▶ **Work request**
Only lines containing the string "Right" belong in the answer; copy all of them from the entries.

(Joint position lists)
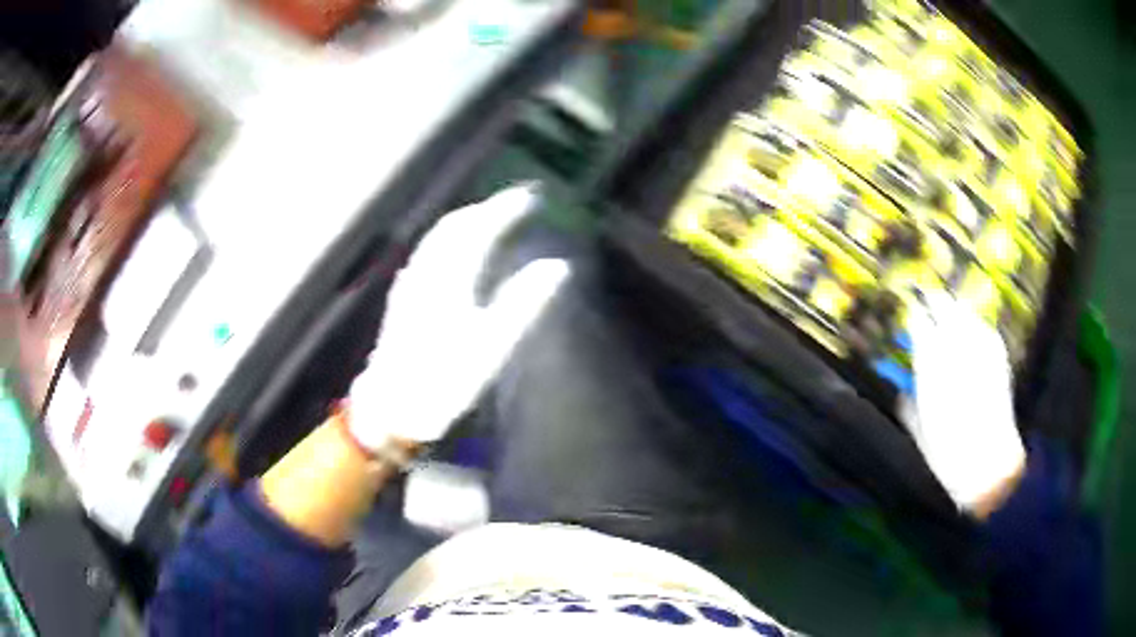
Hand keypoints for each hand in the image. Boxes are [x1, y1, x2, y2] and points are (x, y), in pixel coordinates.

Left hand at [348, 185, 569, 447]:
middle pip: (456, 225)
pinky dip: (450, 239)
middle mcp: (427, 270)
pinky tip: (456, 252)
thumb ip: (524, 303)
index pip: (480, 227)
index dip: (507, 209)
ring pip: (438, 237)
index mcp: (450, 276)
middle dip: (486, 208)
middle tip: (515, 204)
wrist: (391, 409)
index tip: (533, 198)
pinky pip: (429, 251)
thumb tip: (558, 267)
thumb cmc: (443, 382)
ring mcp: (411, 283)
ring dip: (467, 220)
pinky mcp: (403, 298)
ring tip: (490, 219)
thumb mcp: (491, 347)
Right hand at [903, 292, 1025, 516]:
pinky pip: (983, 329)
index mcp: (930, 362)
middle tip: (926, 296)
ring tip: (949, 309)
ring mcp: (980, 347)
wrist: (988, 462)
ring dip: (954, 308)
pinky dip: (975, 325)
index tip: (908, 308)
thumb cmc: (947, 452)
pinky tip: (972, 331)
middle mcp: (956, 346)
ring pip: (964, 312)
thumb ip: (910, 406)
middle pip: (943, 306)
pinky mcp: (997, 355)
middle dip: (933, 299)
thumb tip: (903, 394)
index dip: (913, 312)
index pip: (919, 321)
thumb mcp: (920, 431)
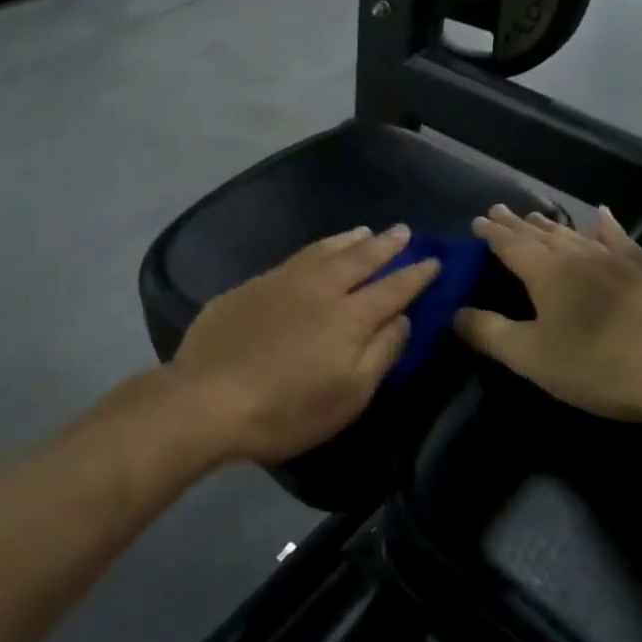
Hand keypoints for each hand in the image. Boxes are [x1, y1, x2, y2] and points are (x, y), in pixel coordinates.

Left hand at [171, 226, 440, 464]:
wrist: (208, 399)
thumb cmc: (287, 409)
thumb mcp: (349, 395)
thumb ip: (381, 352)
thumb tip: (402, 318)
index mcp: (349, 317)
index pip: (393, 288)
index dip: (416, 275)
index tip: (434, 260)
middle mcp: (319, 288)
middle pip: (359, 259)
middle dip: (385, 245)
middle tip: (402, 231)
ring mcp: (281, 282)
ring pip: (323, 251)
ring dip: (348, 240)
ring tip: (364, 231)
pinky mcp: (250, 286)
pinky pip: (293, 258)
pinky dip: (314, 249)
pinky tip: (314, 253)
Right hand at [454, 205, 641, 424]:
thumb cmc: (600, 365)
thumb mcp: (532, 357)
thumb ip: (489, 333)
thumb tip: (454, 312)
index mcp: (545, 273)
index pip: (509, 244)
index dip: (491, 232)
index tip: (477, 219)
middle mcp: (578, 256)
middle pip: (540, 234)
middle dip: (517, 223)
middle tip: (499, 209)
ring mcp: (618, 259)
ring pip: (576, 234)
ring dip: (553, 225)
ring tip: (537, 215)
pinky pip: (622, 239)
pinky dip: (608, 226)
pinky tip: (604, 215)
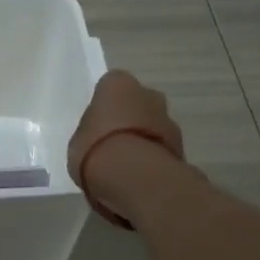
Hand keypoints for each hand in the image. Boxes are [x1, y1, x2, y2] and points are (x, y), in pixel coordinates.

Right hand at [68, 70, 184, 224]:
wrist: (132, 176)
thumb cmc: (95, 148)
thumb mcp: (78, 137)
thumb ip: (92, 130)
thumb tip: (99, 136)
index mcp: (118, 84)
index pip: (111, 85)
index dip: (105, 104)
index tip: (98, 121)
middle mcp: (148, 94)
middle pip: (138, 102)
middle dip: (130, 117)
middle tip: (112, 140)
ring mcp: (169, 119)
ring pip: (154, 124)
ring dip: (144, 137)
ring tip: (126, 162)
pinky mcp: (181, 147)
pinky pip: (161, 147)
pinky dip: (153, 156)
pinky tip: (138, 174)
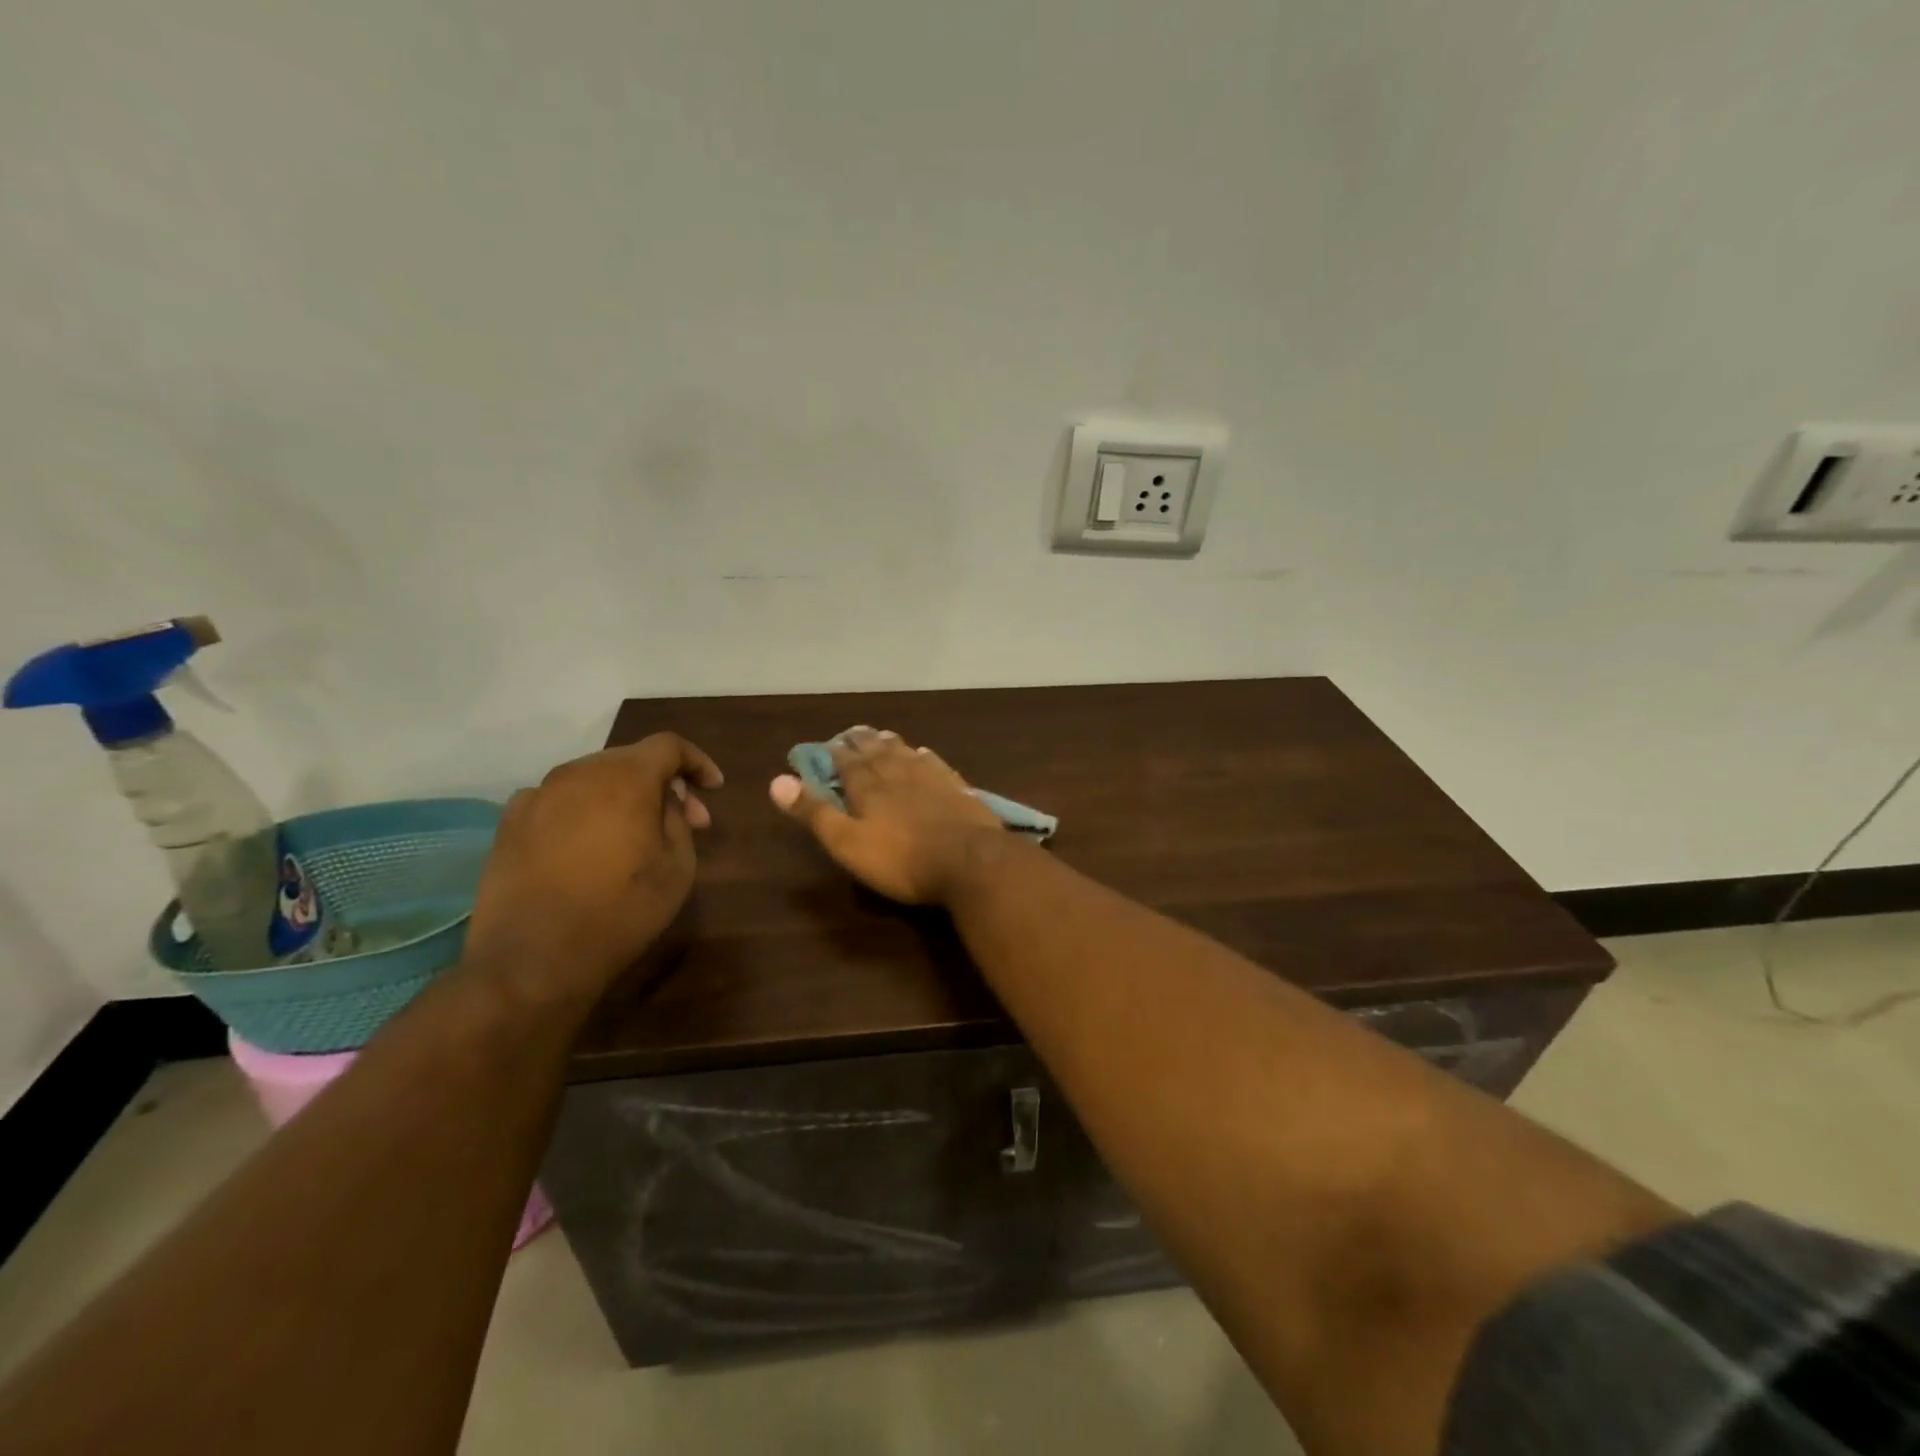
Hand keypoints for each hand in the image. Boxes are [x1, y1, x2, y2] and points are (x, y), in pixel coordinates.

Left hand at [466, 733, 722, 1002]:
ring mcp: (538, 795)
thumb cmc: (622, 910)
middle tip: (683, 820)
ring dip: (621, 796)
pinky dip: (582, 811)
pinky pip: (557, 801)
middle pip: (630, 759)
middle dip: (662, 783)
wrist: (534, 958)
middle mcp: (579, 773)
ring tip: (633, 834)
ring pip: (592, 778)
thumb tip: (666, 800)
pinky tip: (587, 844)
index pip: (669, 746)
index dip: (697, 762)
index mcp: (626, 778)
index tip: (714, 789)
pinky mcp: (509, 822)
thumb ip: (678, 819)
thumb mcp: (678, 866)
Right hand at [769, 727, 1005, 903]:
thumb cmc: (901, 860)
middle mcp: (898, 774)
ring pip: (906, 754)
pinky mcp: (958, 790)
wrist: (969, 861)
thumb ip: (815, 813)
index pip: (847, 763)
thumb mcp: (847, 843)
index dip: (836, 754)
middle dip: (862, 742)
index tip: (828, 743)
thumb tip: (777, 780)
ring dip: (891, 744)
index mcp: (868, 788)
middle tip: (853, 731)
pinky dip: (925, 756)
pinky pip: (936, 764)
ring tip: (882, 735)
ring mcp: (931, 779)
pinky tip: (924, 753)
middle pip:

▶ **Answer space**
Right hand at [903, 292, 1025, 516]:
Right hand at [454, 205, 641, 424]:
Right hand at [68, 70, 184, 224]:
Right hand at [769, 727, 1005, 903]:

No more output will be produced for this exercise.